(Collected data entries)

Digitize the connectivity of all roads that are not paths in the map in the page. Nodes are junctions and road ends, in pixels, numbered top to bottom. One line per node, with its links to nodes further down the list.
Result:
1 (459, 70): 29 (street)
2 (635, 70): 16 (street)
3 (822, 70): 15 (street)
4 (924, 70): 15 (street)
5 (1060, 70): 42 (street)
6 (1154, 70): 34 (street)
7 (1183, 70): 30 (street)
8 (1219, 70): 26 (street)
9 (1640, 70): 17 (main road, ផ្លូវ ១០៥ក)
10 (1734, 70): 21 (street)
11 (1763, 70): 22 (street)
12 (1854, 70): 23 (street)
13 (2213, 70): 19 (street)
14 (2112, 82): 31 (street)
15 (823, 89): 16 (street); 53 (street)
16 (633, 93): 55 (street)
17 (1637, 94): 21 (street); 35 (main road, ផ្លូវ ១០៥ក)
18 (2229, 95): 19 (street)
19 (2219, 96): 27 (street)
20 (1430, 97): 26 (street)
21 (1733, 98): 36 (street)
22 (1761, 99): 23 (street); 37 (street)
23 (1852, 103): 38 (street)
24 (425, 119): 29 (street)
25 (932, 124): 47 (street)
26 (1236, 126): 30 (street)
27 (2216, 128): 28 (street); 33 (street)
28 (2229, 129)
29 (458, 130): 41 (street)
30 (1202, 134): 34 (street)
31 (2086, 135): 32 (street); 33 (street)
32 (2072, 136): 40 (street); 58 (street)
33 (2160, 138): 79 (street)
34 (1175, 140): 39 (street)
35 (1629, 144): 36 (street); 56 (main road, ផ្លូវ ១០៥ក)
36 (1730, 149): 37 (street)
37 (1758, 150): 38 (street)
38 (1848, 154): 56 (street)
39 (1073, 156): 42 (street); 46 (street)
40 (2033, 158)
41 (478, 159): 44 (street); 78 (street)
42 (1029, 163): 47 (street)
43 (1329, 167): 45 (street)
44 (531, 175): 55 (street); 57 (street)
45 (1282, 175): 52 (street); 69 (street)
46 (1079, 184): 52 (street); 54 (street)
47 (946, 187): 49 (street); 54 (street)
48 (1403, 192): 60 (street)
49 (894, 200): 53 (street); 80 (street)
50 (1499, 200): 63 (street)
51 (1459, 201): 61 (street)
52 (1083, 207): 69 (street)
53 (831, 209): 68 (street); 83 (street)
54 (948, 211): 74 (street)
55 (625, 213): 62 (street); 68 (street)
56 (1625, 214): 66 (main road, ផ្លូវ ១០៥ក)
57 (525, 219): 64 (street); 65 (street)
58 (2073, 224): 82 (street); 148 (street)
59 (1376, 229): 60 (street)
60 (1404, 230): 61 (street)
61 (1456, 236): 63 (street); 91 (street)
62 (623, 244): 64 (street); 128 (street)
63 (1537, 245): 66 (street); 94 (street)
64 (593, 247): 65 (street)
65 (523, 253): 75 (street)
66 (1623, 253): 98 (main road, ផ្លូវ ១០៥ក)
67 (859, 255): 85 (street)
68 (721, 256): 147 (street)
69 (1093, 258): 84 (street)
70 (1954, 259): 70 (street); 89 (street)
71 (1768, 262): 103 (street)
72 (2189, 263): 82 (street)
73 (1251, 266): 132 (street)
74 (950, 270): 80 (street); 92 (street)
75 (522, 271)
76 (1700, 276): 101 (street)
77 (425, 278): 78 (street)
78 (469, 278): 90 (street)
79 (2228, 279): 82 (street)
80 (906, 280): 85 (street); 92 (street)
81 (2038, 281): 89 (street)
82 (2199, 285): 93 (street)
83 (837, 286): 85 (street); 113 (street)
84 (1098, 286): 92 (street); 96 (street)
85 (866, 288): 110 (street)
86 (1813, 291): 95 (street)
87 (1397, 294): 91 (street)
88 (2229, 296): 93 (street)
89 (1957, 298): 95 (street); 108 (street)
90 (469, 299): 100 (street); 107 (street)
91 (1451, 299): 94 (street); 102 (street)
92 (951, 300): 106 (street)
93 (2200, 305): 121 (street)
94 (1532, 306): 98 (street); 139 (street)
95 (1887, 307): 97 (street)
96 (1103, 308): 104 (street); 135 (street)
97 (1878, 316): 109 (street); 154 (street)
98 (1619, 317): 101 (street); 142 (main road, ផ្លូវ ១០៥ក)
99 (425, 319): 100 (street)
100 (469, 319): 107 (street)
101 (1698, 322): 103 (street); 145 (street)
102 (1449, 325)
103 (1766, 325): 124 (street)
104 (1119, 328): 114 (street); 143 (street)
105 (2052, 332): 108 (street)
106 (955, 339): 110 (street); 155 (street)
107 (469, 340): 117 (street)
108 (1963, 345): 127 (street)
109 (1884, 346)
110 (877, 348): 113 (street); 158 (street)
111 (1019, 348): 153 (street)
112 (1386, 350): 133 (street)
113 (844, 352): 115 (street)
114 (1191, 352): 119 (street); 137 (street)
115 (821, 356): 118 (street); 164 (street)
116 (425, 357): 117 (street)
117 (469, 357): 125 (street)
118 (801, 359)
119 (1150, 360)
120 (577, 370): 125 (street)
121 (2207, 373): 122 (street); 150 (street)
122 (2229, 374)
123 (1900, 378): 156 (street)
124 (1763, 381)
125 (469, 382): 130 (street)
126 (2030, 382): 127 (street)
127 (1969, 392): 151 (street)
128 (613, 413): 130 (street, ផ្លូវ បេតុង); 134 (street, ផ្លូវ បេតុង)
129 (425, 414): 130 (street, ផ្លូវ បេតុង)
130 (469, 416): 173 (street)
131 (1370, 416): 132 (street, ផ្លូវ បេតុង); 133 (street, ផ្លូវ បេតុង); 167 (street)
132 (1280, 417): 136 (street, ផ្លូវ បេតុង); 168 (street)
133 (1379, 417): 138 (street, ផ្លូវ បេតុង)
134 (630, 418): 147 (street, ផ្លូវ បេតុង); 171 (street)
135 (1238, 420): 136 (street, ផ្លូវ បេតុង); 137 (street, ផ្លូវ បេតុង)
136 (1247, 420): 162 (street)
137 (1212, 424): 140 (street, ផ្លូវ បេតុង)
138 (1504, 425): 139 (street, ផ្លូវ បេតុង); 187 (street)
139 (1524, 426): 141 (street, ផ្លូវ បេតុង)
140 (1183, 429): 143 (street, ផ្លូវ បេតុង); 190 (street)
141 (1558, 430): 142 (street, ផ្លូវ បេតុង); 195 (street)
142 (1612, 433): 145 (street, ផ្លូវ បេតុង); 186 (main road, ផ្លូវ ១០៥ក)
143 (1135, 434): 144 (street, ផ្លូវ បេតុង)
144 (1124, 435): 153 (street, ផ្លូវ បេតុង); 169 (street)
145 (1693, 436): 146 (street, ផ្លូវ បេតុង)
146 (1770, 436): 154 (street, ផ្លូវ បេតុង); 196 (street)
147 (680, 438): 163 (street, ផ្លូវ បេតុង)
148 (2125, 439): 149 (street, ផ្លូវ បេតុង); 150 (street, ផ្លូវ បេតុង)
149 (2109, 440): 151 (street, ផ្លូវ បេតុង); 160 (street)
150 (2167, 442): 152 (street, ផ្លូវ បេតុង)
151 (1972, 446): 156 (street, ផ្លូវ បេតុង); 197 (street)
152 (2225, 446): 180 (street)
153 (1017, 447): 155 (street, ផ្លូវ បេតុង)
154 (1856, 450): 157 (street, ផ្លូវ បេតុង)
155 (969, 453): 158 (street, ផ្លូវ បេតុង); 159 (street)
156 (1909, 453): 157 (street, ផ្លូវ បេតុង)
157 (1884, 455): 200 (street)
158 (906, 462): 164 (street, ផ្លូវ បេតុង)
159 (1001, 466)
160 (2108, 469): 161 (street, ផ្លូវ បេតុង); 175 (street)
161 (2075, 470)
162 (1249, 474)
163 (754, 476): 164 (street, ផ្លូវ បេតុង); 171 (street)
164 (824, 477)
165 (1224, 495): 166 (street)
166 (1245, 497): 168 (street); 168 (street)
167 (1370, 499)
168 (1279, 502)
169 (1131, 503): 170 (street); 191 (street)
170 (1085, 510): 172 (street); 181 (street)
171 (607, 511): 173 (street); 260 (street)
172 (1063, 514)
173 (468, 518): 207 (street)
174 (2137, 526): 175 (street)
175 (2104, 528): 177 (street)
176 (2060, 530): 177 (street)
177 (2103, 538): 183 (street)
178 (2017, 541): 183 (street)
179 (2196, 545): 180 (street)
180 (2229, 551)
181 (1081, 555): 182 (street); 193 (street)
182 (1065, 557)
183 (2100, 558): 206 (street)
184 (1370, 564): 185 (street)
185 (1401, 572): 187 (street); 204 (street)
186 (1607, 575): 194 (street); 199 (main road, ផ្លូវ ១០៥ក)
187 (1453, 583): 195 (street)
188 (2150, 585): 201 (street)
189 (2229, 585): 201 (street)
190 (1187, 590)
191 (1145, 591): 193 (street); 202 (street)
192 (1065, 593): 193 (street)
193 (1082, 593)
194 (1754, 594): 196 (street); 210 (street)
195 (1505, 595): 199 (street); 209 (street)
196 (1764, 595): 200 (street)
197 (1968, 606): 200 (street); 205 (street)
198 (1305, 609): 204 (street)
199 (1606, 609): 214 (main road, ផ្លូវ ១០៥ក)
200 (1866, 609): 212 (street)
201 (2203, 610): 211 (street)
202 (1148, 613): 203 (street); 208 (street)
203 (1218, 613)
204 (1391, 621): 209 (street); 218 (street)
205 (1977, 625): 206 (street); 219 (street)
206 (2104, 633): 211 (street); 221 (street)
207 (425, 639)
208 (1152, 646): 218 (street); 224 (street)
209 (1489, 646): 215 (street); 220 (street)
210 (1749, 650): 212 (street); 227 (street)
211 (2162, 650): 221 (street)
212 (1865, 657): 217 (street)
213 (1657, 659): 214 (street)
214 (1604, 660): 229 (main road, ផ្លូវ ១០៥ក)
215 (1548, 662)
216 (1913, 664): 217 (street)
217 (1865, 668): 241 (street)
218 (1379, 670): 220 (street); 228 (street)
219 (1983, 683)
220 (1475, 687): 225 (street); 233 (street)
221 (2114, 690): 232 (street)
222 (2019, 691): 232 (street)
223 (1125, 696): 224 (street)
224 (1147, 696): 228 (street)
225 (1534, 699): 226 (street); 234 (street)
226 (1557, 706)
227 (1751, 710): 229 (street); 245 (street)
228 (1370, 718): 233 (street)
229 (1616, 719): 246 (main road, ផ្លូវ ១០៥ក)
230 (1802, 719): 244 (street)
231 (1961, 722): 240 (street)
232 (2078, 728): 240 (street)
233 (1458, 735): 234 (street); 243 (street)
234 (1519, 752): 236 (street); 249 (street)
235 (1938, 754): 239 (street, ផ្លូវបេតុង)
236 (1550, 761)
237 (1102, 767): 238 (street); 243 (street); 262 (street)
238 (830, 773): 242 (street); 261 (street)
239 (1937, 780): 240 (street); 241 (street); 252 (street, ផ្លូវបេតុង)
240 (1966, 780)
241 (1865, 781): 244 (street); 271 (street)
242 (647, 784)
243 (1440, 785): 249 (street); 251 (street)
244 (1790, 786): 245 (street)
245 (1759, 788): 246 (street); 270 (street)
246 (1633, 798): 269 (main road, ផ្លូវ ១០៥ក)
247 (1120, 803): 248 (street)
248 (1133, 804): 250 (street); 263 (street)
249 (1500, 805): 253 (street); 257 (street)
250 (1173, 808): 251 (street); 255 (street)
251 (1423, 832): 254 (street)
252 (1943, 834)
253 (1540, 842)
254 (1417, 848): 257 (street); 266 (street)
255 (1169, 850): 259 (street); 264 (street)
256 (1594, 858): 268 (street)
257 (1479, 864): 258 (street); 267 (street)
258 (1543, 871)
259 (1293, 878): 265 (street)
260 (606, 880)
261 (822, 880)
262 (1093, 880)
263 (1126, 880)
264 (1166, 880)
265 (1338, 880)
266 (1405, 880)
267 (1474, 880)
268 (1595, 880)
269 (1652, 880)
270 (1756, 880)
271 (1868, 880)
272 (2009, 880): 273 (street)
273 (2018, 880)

- _Task goal_:
Return all lines in the data that include the word "main".

- _Response area_:
9 (1640, 70): 17 (main road, ផ្លូវ ១០៥ក)
17 (1637, 94): 21 (street); 35 (main road, ផ្លូវ ១០៥ក)
35 (1629, 144): 36 (street); 56 (main road, ផ្លូវ ១០៥ក)
56 (1625, 214): 66 (main road, ផ្លូវ ១០៥ក)
66 (1623, 253): 98 (main road, ផ្លូវ ១០៥ក)
98 (1619, 317): 101 (street); 142 (main road, ផ្លូវ ១០៥ក)
142 (1612, 433): 145 (street, ផ្លូវ បេតុង); 186 (main road, ផ្លូវ ១០៥ក)
186 (1607, 575): 194 (street); 199 (main road, ផ្លូវ ១០៥ក)
199 (1606, 609): 214 (main road, ផ្លូវ ១០៥ក)
214 (1604, 660): 229 (main road, ផ្លូវ ១០៥ក)
229 (1616, 719): 246 (main road, ផ្លូវ ១០៥ក)
246 (1633, 798): 269 (main road, ផ្លូវ ១០៥ក)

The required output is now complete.